In the aftermath of the 2008 financial crisis, confidence in globalism and political elites plummeted. Plenty of politicians on the left sought to capitalise on the discontent, but it was Farage and wealthy backers like Arron Banks who saw the opportunity for rightwing anti-elites populism.

Untainted by political office – the only election Farage has ever managed to win, ironically, is to the European parliament – he was free to play the professional rabble-rouser or, as it’s also known, “man of the people”. He excelled in the role because he is a gifted blamer of others: Europeans, bureaucrats, the establishment, immigrants, Tories, Labour, anyone and everyone.

As a serial loser in British politics (he stood in seven constituency elections and lost them all), what he’s never had to worry about is outcomes. His power has always been at one remove, where responsibility rests with some fool who will sooner or later be subject to Farage’s I’m-just-telling-it-like-it-is brand of scorn. He even expressed disappointment with Brexit, as if its grey reality was not of his making.

In this respect, if no other, Farage is resolutely modern: a born disrupter, a habitual fomenter of grievance with zero obligation to produce results. He is the loudmouth curmudgeon, the carefree voice of old fogeyism, the bar-room bore who thrives on the national stage.

But after the grim spectacle of Brexit, and his proclaimed retirement from politics, where could he go? Not to the House of Lords, because Boris Johnson, in jealous protection of his own saviour myth, had no desire to honour his progenitor. So the obvious answer was GB News, where rightwingers move to moan about the state of the nation after so many years of rightwing government.

Condemned to live among the undead with Dan Wootton and Eamonn Holmes, he was rescued last month by Coutts. You don’t have to be a semiotician to see that the bank, with a background in offshore tax avoidance, was guilty of virtue-signalling when it closed his account because of his political beliefs. That error was compounded by Rose briefing a BBC journalist with false information about Farage.

As a consequence, the BBC was forced to apologise, Rose lost her job and Farage found new purpose in his. He’s calling for the rest of the NatWest (of which Coutts is a subsidiary) board to resign and wants to guarantee the right to have a bank account. Some commentators wonder if this is the opening skirmish in a battle to rein in the ESG (environmental, social and governance) movement aimed at building sustainability and progressive values in corporations. For the moment, Farage is maintaining his focus on matters of individual rights, although he’s already calling it a “war on woke banks” – this weekend it emerged that Britain’s newest “consumer champion” was launching a tool to help consumers who believe they have been “debanked”.

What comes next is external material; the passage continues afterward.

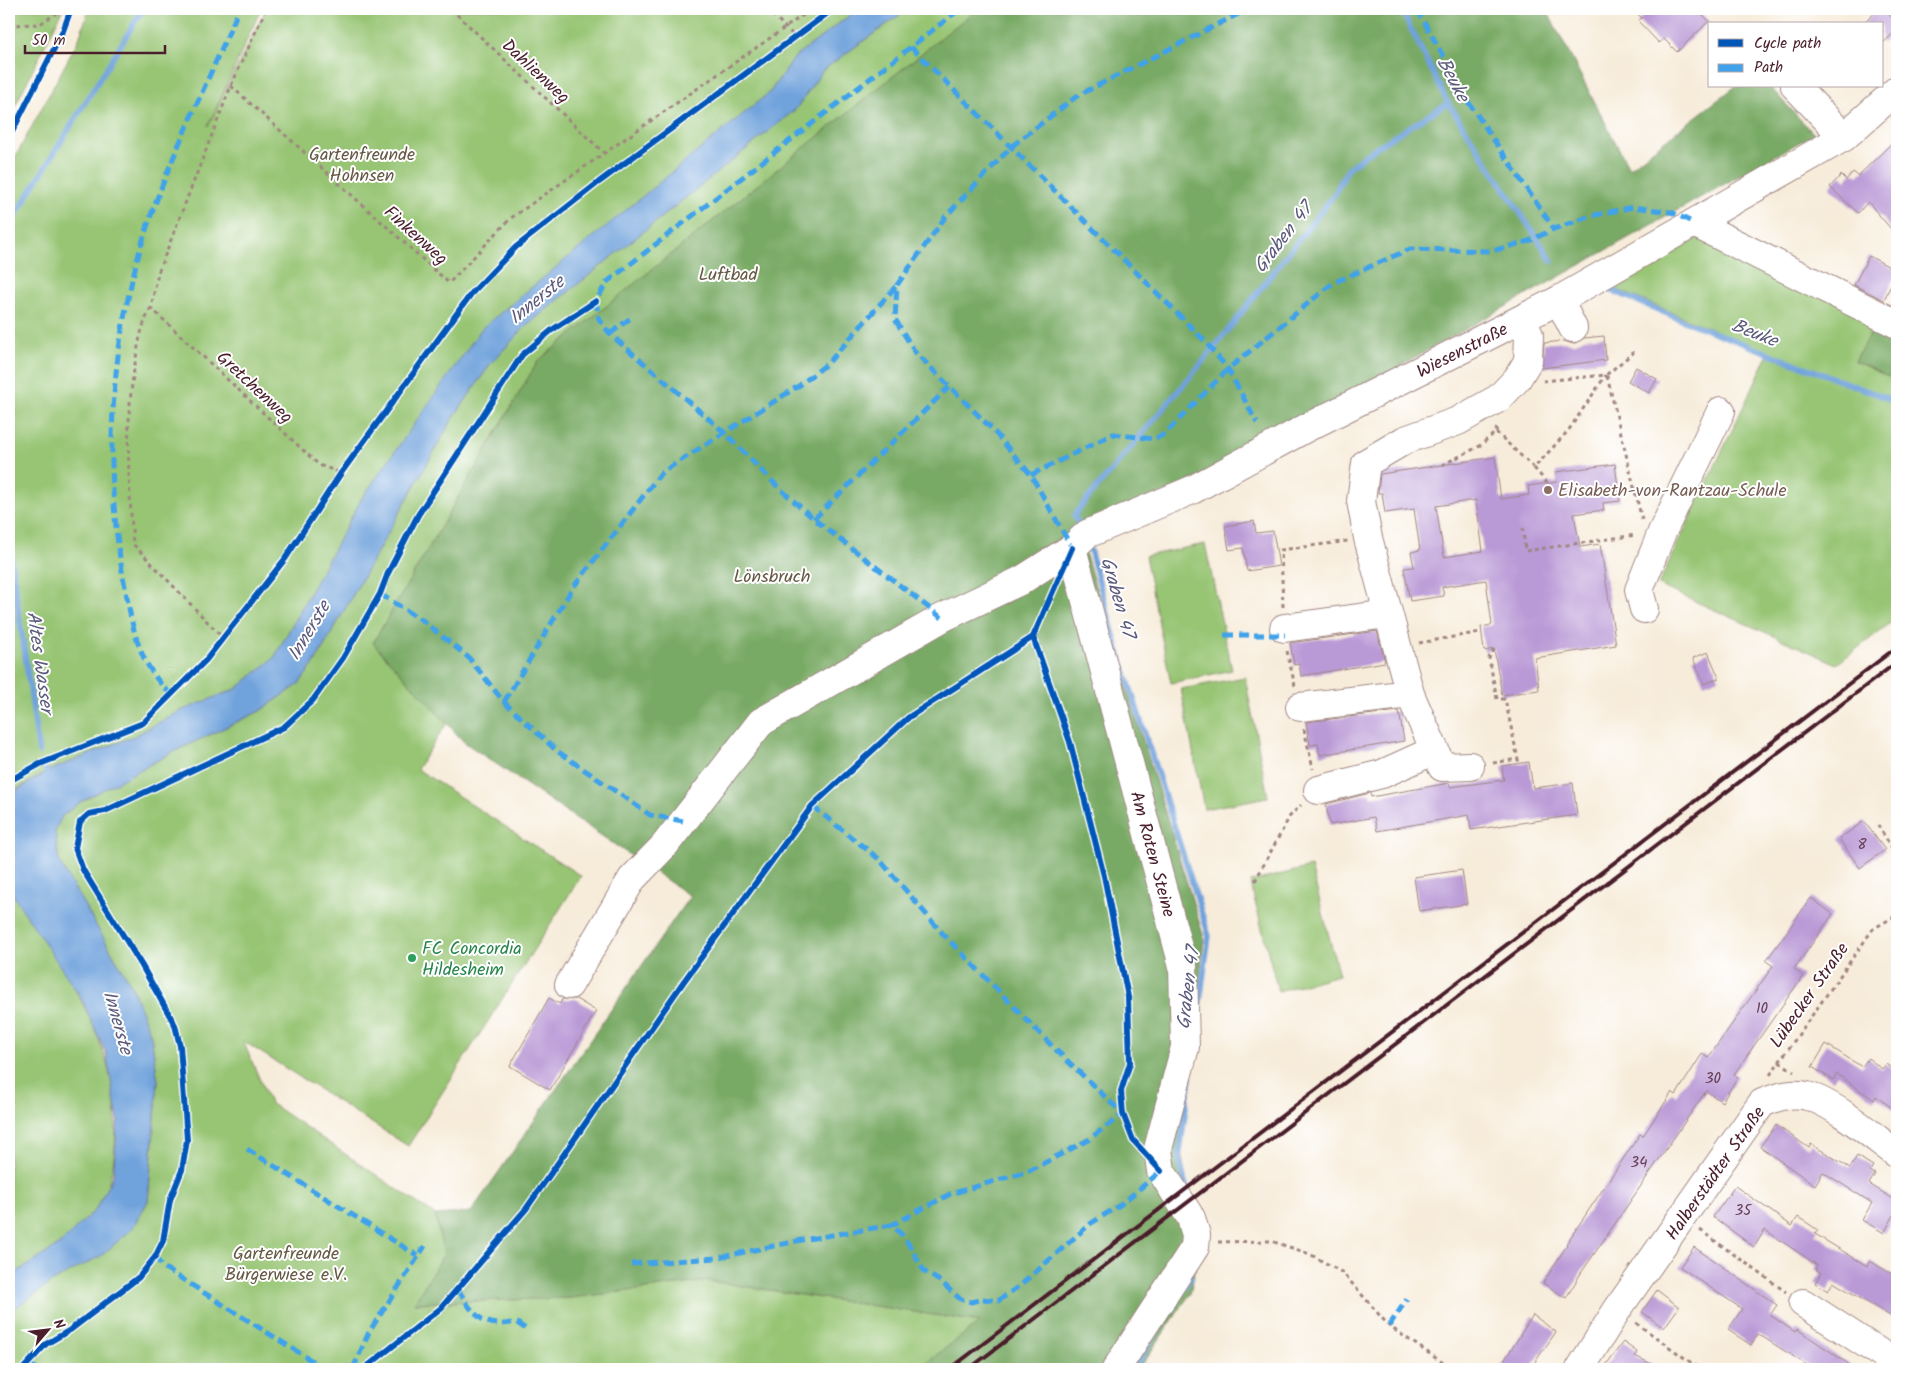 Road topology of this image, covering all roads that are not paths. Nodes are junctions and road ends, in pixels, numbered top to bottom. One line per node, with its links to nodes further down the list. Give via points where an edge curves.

What’s not in doubt is that he is back in the headlines, and once more able to present himself as the little guy taking on the establishment – Coutts, renowned for its royal clients, is nothing if not a conspicuous emblem of elitism and entitlement. It doesn’t matter that there is little the ex-public schoolboy, one-time commodities trader and former Coutts client has in common with the average person in the street. Nor is it much of hindrance to him that his populist opinions are not that popular with the British public. The point is he makes himself a kind of lightning rod for public disaffection. There remains a huge reservoir of anger towards the banks, and he will know how to draw on it, although the libertarian friend of hedge-fund owners is unlikely to push for meaningful regulation in that regard.

In the end, he is not really a politician but a consummate complainer, because his animating passion is to be against things. It led to the event by which history will remember him, Britain’s inglorious exit from the EU. But it’s essentially a destructive talent. What replaces the targets he so vociferously attacks will always be somebody else’s concern.